Характерен пример китайских кварталов в США ( Chinatowns ) с их налаженной системой поддержки этнического предпринимательства. Это и ротационного кредитование, и дешевая рабочая сила, и мафиозная силовая поддержка, и система подкупа правительства, и т.д. Однако «отцы» кланов требуют полной осведомленности о делах бизнеса, устанавливая пределы его развитию [Nee and Nee, 1973]. В этом смысле частный бизнес является не совсем частным. Нарушение консервативных традиций и приобщение к индивидуалистским нормам американского общества караются довольно серьезно, вплоть до физических расправ.

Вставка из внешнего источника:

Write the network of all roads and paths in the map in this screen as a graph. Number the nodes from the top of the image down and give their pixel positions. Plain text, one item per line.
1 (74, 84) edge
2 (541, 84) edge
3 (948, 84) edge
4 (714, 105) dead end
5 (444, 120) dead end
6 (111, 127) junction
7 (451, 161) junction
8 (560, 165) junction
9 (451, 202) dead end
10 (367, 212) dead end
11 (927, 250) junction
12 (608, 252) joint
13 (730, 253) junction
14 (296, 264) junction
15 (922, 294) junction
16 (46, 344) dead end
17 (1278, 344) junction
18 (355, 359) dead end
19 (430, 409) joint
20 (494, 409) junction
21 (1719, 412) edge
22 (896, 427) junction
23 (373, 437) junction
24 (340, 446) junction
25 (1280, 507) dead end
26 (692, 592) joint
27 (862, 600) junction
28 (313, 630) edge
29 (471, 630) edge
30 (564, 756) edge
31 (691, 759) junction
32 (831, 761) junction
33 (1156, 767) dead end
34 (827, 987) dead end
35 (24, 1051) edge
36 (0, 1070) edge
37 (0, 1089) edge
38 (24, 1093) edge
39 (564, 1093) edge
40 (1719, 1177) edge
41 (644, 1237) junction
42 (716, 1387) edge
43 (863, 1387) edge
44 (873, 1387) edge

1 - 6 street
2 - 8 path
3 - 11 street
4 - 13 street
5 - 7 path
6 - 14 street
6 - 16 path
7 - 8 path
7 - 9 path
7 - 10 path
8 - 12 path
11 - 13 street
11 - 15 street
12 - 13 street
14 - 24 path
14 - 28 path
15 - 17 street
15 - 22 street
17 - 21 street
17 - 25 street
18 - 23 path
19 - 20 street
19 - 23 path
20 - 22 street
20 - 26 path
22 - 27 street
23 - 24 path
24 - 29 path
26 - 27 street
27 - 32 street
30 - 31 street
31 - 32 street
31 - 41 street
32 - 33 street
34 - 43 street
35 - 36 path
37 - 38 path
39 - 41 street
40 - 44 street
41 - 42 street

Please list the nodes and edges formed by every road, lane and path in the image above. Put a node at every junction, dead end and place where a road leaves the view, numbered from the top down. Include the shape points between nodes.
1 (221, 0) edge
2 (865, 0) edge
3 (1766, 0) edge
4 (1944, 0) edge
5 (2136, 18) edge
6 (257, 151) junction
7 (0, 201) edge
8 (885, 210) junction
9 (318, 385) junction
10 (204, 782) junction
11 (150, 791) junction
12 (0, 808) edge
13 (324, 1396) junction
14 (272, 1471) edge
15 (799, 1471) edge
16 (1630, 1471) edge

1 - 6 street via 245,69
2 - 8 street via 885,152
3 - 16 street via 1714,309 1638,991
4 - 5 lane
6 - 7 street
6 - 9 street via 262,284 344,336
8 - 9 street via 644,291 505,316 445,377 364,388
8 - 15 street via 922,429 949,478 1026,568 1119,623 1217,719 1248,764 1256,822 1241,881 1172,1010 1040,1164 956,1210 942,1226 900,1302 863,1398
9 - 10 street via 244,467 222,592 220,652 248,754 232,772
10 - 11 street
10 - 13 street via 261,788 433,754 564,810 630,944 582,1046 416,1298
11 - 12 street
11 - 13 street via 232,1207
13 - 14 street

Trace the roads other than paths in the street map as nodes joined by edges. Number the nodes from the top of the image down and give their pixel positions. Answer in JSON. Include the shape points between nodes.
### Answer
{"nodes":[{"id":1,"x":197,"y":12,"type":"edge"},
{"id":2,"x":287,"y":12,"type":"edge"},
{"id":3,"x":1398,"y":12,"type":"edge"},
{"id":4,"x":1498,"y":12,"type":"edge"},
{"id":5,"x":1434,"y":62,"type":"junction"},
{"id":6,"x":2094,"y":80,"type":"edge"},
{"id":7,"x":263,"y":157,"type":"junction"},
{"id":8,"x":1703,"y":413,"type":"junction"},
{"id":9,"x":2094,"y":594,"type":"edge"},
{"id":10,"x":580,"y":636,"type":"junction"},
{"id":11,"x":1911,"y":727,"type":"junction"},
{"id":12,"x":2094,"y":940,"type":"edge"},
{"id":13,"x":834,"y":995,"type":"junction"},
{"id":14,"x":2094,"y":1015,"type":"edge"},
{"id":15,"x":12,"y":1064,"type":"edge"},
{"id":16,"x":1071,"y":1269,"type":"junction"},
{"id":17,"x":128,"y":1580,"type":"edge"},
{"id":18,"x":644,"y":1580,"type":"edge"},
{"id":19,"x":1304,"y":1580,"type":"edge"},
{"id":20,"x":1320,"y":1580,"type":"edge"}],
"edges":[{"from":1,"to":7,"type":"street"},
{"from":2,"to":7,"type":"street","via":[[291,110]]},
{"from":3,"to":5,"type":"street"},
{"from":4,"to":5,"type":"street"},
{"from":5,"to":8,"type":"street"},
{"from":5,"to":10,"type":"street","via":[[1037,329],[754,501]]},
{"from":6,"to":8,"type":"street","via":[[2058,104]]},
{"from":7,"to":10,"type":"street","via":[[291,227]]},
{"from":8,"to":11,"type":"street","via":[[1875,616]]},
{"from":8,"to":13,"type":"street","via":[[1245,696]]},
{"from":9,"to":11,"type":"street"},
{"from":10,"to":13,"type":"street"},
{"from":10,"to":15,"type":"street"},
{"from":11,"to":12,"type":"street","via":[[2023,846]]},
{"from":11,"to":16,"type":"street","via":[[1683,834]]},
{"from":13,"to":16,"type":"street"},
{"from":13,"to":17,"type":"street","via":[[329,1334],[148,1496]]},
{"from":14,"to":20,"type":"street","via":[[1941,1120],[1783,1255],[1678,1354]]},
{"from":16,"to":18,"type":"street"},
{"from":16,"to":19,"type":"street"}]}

Четвертая форма платы за обладание сетевыми ресурсами – уравнительное давление при восходящей мобильности . Речь идет о стремлении сетей, пронизывающих депривированные слои населения, заблокировать восходящую мобильность своих членов. В основе лежат опасения, что прервется связь поколений, если отцы и дети будут принадлежать разным этажам стратифицированного общества. Подобная установка, например, прочитывается в отношении чукчей к школьному образованию. Добровольная самоизоляция, консервация неудач становится способом поддержания сетевой целостности. Подчеркнем, что ограничения на восходящую мобильность демонстрируют именно те группы, которые осознают свое положение как ущемленное. Интерпретация социального окружения как «враждебного» в делах и «чуждого» в помыслах служит основой сетевой сплоченности. Не в этом ли причина остракизма дореформенных интеллигентов по отношению к «ходокам во власть», оборотной стороной чего было самолюбование в ситуации «противостояния власти»? Заметим, сейчас этого нет и в помине. Реформы открыли шлюзы для массовой (а не единичной, как прежде) миграции интеллигенции во власть и бизнес, создав возможности для конвертации интеллекта в политический или финансовый капитал. Переопределение рыночных шансов изменило стратификационную диспозицию. Как следствие, восходящая вертикальная мобильность перестала вызывать былые эмоции.